↓

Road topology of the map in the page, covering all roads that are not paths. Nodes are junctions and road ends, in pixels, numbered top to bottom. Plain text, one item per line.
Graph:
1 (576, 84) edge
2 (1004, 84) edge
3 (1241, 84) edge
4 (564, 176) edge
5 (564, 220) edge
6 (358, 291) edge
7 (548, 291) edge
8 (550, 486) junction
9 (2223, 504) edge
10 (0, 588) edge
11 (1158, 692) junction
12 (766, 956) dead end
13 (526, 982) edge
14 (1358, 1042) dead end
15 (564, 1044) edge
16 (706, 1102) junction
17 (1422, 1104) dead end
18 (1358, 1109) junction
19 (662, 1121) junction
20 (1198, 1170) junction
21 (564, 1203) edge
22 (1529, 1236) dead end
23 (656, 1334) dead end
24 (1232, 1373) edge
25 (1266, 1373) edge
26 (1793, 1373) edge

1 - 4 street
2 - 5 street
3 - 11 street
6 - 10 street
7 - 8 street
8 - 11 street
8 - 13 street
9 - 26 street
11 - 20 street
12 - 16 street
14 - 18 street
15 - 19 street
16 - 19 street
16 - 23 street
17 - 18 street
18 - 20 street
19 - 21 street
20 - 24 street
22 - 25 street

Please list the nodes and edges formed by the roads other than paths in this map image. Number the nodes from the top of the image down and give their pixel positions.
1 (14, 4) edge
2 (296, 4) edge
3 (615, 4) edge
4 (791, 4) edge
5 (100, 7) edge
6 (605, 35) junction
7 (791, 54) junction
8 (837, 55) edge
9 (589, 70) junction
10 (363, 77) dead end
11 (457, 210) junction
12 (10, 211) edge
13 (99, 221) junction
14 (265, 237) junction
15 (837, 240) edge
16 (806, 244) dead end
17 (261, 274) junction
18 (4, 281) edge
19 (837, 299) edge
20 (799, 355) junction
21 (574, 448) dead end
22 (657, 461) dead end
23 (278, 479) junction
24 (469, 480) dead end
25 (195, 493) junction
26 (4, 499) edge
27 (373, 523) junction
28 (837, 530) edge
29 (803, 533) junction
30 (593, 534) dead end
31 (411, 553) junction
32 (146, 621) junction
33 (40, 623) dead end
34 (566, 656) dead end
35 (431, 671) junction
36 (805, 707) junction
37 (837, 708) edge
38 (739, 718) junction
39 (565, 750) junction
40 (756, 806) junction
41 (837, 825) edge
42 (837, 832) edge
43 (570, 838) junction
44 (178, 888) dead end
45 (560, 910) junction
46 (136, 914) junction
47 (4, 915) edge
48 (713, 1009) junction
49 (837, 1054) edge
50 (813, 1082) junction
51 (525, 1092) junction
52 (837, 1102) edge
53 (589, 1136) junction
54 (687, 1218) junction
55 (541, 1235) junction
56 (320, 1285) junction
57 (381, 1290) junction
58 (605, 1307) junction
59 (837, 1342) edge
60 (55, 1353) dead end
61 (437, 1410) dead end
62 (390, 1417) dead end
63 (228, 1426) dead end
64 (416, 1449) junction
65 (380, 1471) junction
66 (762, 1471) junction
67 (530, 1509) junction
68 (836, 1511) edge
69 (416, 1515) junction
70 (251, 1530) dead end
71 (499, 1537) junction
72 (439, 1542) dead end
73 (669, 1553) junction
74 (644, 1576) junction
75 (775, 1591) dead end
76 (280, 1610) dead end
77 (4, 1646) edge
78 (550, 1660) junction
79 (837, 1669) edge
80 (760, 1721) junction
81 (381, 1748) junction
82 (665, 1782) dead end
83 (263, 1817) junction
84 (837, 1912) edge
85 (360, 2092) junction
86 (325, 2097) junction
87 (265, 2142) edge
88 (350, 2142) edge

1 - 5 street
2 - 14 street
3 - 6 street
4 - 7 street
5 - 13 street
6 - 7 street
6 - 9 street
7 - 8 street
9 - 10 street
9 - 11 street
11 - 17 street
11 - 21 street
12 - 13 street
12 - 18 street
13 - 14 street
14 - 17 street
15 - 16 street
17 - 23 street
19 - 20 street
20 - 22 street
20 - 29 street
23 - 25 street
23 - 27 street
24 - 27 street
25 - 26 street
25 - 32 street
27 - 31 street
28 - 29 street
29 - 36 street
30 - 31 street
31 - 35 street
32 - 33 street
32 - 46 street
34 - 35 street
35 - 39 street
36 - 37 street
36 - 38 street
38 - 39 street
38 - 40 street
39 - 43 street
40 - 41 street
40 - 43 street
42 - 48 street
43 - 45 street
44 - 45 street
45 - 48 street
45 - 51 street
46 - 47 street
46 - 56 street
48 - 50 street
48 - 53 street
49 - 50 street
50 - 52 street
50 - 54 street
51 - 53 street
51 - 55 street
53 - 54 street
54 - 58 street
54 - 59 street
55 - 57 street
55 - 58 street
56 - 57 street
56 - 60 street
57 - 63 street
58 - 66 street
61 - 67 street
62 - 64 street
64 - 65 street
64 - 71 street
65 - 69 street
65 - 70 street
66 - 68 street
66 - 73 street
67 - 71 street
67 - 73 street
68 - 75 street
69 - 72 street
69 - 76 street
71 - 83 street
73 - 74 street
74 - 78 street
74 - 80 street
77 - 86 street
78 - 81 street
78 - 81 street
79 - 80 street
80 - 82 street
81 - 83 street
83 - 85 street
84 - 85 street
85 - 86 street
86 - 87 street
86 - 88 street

↑

> _Problem_: Print every entry exactly.

> _Answer_:
Road topology of the map in the page, covering all roads that are not paths. Nodes are junctions and road ends, in pixels, numbered top to bottom. Plain text, one item per line.
Graph:
1 (576, 84) edge
2 (1004, 84) edge
3 (1241, 84) edge
4 (564, 176) edge
5 (564, 220) edge
6 (358, 291) edge
7 (548, 291) edge
8 (550, 486) junction
9 (2223, 504) edge
10 (0, 588) edge
11 (1158, 692) junction
12 (766, 956) dead end
13 (526, 982) edge
14 (1358, 1042) dead end
15 (564, 1044) edge
16 (706, 1102) junction
17 (1422, 1104) dead end
18 (1358, 1109) junction
19 (662, 1121) junction
20 (1198, 1170) junction
21 (564, 1203) edge
22 (1529, 1236) dead end
23 (656, 1334) dead end
24 (1232, 1373) edge
25 (1266, 1373) edge
26 (1793, 1373) edge

1 - 4 street
2 - 5 street
3 - 11 street
6 - 10 street
7 - 8 street
8 - 11 street
8 - 13 street
9 - 26 street
11 - 20 street
12 - 16 street
14 - 18 street
15 - 19 street
16 - 19 street
16 - 23 street
17 - 18 street
18 - 20 street
19 - 21 street
20 - 24 street
22 - 25 street

Please list the nodes and edges formed by the roads other than paths in this map image. Number the nodes from the top of the image down and give their pixel positions.
1 (14, 4) edge
2 (296, 4) edge
3 (615, 4) edge
4 (791, 4) edge
5 (100, 7) edge
6 (605, 35) junction
7 (791, 54) junction
8 (837, 55) edge
9 (589, 70) junction
10 (363, 77) dead end
11 (457, 210) junction
12 (10, 211) edge
13 (99, 221) junction
14 (265, 237) junction
15 (837, 240) edge
16 (806, 244) dead end
17 (261, 274) junction
18 (4, 281) edge
19 (837, 299) edge
20 (799, 355) junction
21 (574, 448) dead end
22 (657, 461) dead end
23 (278, 479) junction
24 (469, 480) dead end
25 (195, 493) junction
26 (4, 499) edge
27 (373, 523) junction
28 (837, 530) edge
29 (803, 533) junction
30 (593, 534) dead end
31 (411, 553) junction
32 (146, 621) junction
33 (40, 623) dead end
34 (566, 656) dead end
35 (431, 671) junction
36 (805, 707) junction
37 (837, 708) edge
38 (739, 718) junction
39 (565, 750) junction
40 (756, 806) junction
41 (837, 825) edge
42 (837, 832) edge
43 (570, 838) junction
44 (178, 888) dead end
45 (560, 910) junction
46 (136, 914) junction
47 (4, 915) edge
48 (713, 1009) junction
49 (837, 1054) edge
50 (813, 1082) junction
51 (525, 1092) junction
52 (837, 1102) edge
53 (589, 1136) junction
54 (687, 1218) junction
55 (541, 1235) junction
56 (320, 1285) junction
57 (381, 1290) junction
58 (605, 1307) junction
59 (837, 1342) edge
60 (55, 1353) dead end
61 (437, 1410) dead end
62 (390, 1417) dead end
63 (228, 1426) dead end
64 (416, 1449) junction
65 (380, 1471) junction
66 (762, 1471) junction
67 (530, 1509) junction
68 (836, 1511) edge
69 (416, 1515) junction
70 (251, 1530) dead end
71 (499, 1537) junction
72 (439, 1542) dead end
73 (669, 1553) junction
74 (644, 1576) junction
75 (775, 1591) dead end
76 (280, 1610) dead end
77 (4, 1646) edge
78 (550, 1660) junction
79 (837, 1669) edge
80 (760, 1721) junction
81 (381, 1748) junction
82 (665, 1782) dead end
83 (263, 1817) junction
84 (837, 1912) edge
85 (360, 2092) junction
86 (325, 2097) junction
87 (265, 2142) edge
88 (350, 2142) edge

1 - 5 street
2 - 14 street
3 - 6 street
4 - 7 street
5 - 13 street
6 - 7 street
6 - 9 street
7 - 8 street
9 - 10 street
9 - 11 street
11 - 17 street
11 - 21 street
12 - 13 street
12 - 18 street
13 - 14 street
14 - 17 street
15 - 16 street
17 - 23 street
19 - 20 street
20 - 22 street
20 - 29 street
23 - 25 street
23 - 27 street
24 - 27 street
25 - 26 street
25 - 32 street
27 - 31 street
28 - 29 street
29 - 36 street
30 - 31 street
31 - 35 street
32 - 33 street
32 - 46 street
34 - 35 street
35 - 39 street
36 - 37 street
36 - 38 street
38 - 39 street
38 - 40 street
39 - 43 street
40 - 41 street
40 - 43 street
42 - 48 street
43 - 45 street
44 - 45 street
45 - 48 street
45 - 51 street
46 - 47 street
46 - 56 street
48 - 50 street
48 - 53 street
49 - 50 street
50 - 52 street
50 - 54 street
51 - 53 street
51 - 55 street
53 - 54 street
54 - 58 street
54 - 59 street
55 - 57 street
55 - 58 street
56 - 57 street
56 - 60 street
57 - 63 street
58 - 66 street
61 - 67 street
62 - 64 street
64 - 65 street
64 - 71 street
65 - 69 street
65 - 70 street
66 - 68 street
66 - 73 street
67 - 71 street
67 - 73 street
68 - 75 street
69 - 72 street
69 - 76 street
71 - 83 street
73 - 74 street
74 - 78 street
74 - 80 street
77 - 86 street
78 - 81 street
78 - 81 street
79 - 80 street
80 - 82 street
81 - 83 street
83 - 85 street
84 - 85 street
85 - 86 street
86 - 87 street
86 - 88 street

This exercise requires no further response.